# Odd question; root tabs or is liquid fert for plants ok?



## Nreal (Sep 3, 2013)

Two questions in one; I ask if liquid fert is ok because i have a ton of special hydroponic liquid fertilizer. It would seem that root tabs are the way to go because you place them, at the root. Though- this is a tank of water...whatever is dissolving in one spot will be everywhere rather quickly. Right? 
And my second question is will liquid fertilizer hurt the fish? Im guessing its going to raise the nitrate levels very fast. Thanks for any help!


----------



## TroyVSC (Aug 29, 2012)

I can try to answer a couple of question. Root tabs and Liquid Ferts are used for two different things. Root tabs were best for plants that get their nutrients from the soil, liquid ferts work best for plants who get their nutrients from the water column. That does not mean that stem plants who get their nutrients from mostly the water column wont get benefit out of root tabs or that amazon swords wont get any benefit out of liquid ferts either.

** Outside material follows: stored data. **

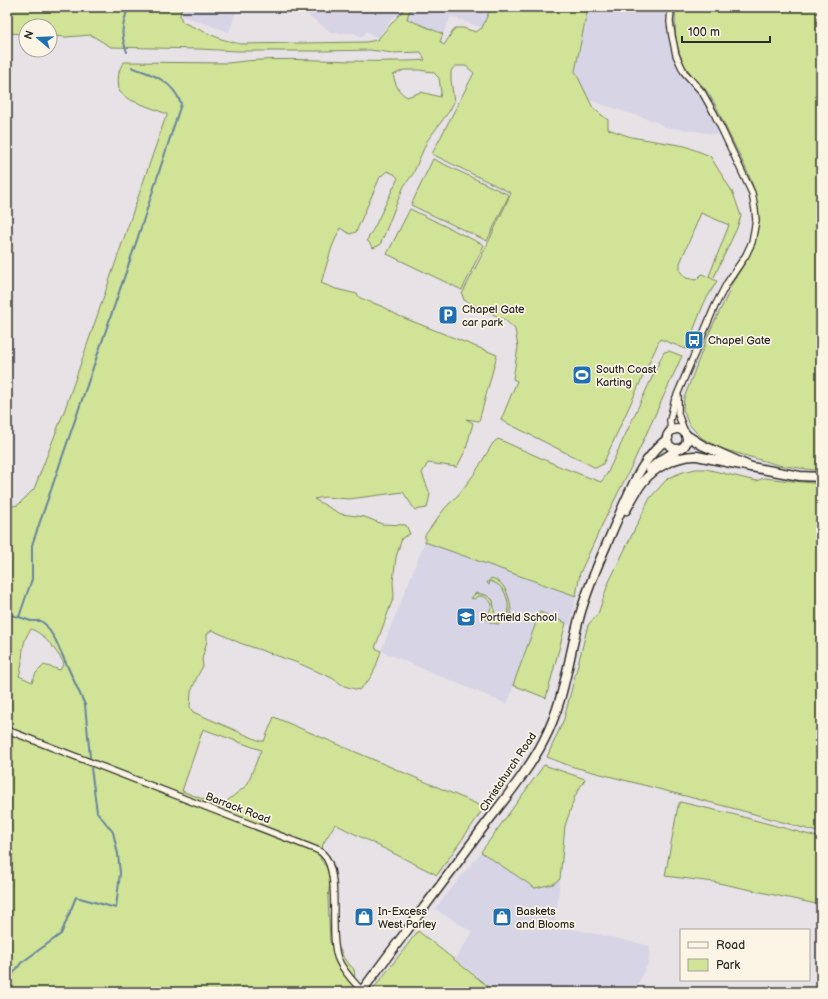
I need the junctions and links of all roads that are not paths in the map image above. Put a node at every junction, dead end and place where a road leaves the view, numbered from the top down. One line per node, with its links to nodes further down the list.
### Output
1 (671, 7): 2 (street)
2 (678, 394): 3 (street); 4 (street)
3 (685, 434): 4 (main road); 5 (main road); 6 (main road)
4 (669, 435): 5 (main road); 9 (main road, Christchurch Road)
5 (680, 449): 6 (main road); 9 (main road, Christchurch Road)
6 (735, 461): 7 (main road)
7 (751, 467): 8 (main road); 10 (main road)
8 (821, 477)
9 (621, 510): 10 (main road, Christchurch Road)
10 (616, 523): 12 (main road, Christchurch Road)
11 (7, 730): 12 (street, Barrack Road)
12 (362, 991)

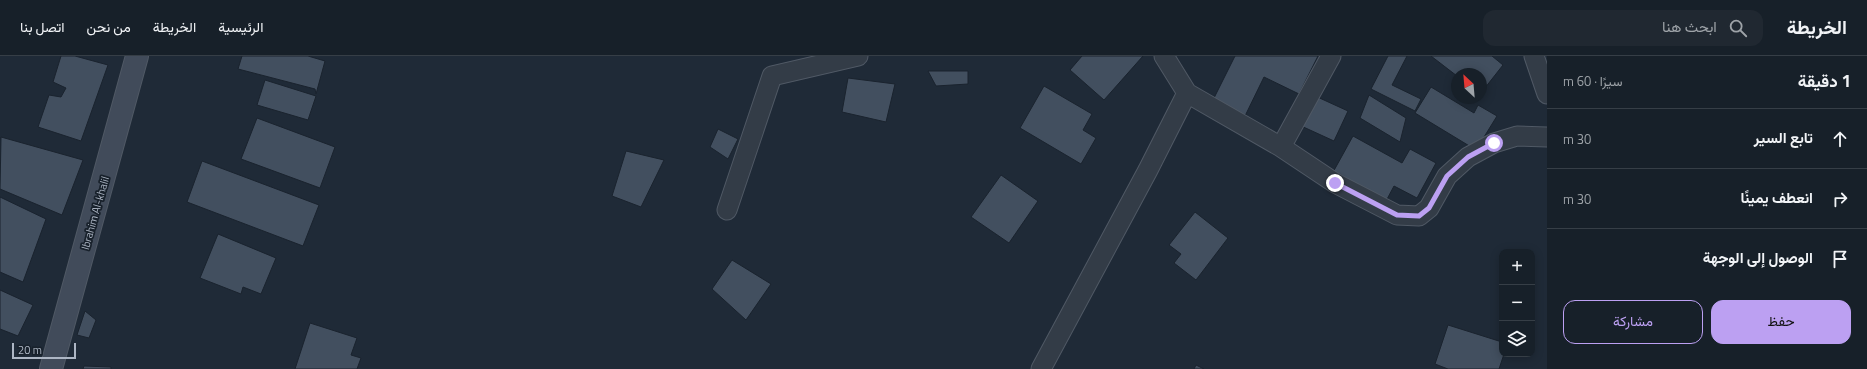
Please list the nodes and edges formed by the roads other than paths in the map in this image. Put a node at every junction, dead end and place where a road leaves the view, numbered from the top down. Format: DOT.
graph roads {
  1 [pos="137,56"];
  2 [pos="858,56"];
  3 [pos="1164,56"];
  4 [pos="1331,56"];
  5 [pos="1534,56"];
  6 [pos="1187,93"];
  7 [pos="1547,94"];
  8 [pos="1547,137"];
  9 [pos="1281,147"];
  10 [pos="727,210"];
  11 [pos="50,369"];
  12 [pos="1041,369"];
  1 -- 11 [label="street, Ibrahim Al-khalil"];
  2 -- 10 [label="street"];
  3 -- 6 [label="street"];
  4 -- 9 [label="street"];
  5 -- 7 [label="street"];
  6 -- 9 [label="street"];
  6 -- 12 [label="street"];
  8 -- 9 [label="street"];
}
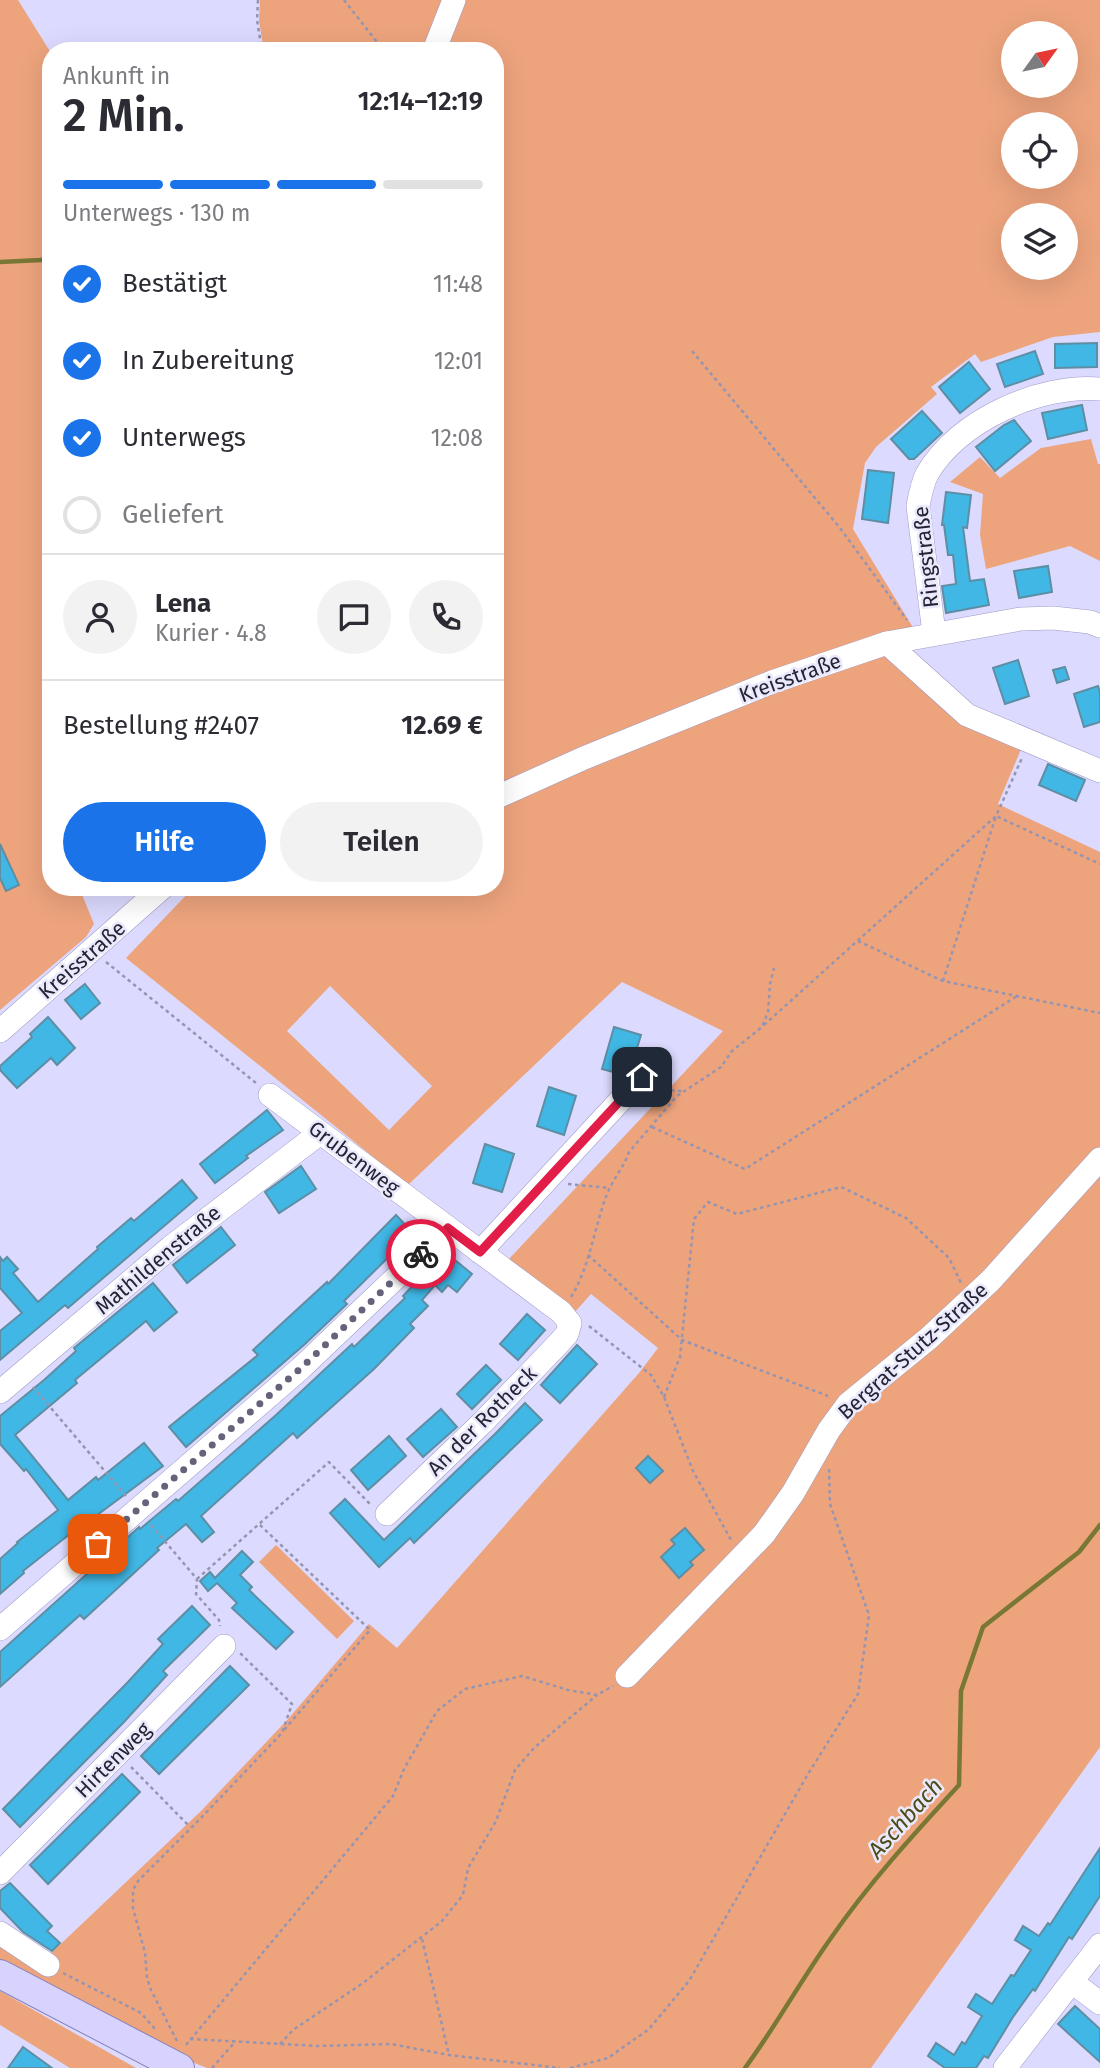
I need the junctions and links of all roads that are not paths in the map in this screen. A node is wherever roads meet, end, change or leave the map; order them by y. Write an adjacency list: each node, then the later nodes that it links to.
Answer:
1 (454, 0): 2 (street)
2 (438, 42)
3 (1100, 389): 5 (street, Ringstraße)
4 (1100, 626): 5 (street, Kreisstraße)
5 (927, 635): 6 (street, Kreisstraße)
6 (887, 643): 7 (street); 8 (street, Kreisstraße)
7 (1100, 771)
8 (504, 794)
9 (153, 896): 10 (street, Kreisstraße)
10 (0, 1031)
11 (642, 1077): 16 (street)
12 (270, 1095): 13 (street, Grubenweg)
13 (320, 1133): 15 (street, Grubenweg); 18 (street, Mathildenstraße)
14 (1100, 1159): 22 (street, Bergrat-Stutz-Straße)
15 (448, 1228): 16 (street, Grubenweg); 20 (street)
16 (480, 1252): 17 (street, Grubenweg)
17 (566, 1318): 19 (street, An der Rotheck)
18 (0, 1392)
19 (387, 1514)
20 (0, 1629)
21 (224, 1646): 23 (street, Hirtenweg)
22 (627, 1676)
23 (0, 1873)
24 (0, 1933): 26 (street)
25 (1100, 1945): 28 (street)
26 (48, 1965)
27 (0, 1975): 30 (main road)
28 (1072, 1982): 29 (street); 31 (street)
29 (1100, 2003)
30 (181, 2059)
31 (1004, 2068)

I have no idea on whether or not it is safe to use hydroponic ferts for aquarium. I would do a web search and see what you come up with.


----------



## Gizmo (Dec 6, 2010)

Hydroponic fertz should be fine if diluted quite a bit. Read the contents and make sure there's no copper, fungicide or pesticide incorporated into the solution.


----------



## eljefe0000 (Apr 3, 2013)

ive used the api leaf zone never had any problems now im actually using Osmocote Plus got it on fleebay a ton of pills for cheap it'll last me a while since your only supposed to use them every 3-4 months i beleive just plant in the substrate i only use 2-3 in my 55g and no problems so far


----------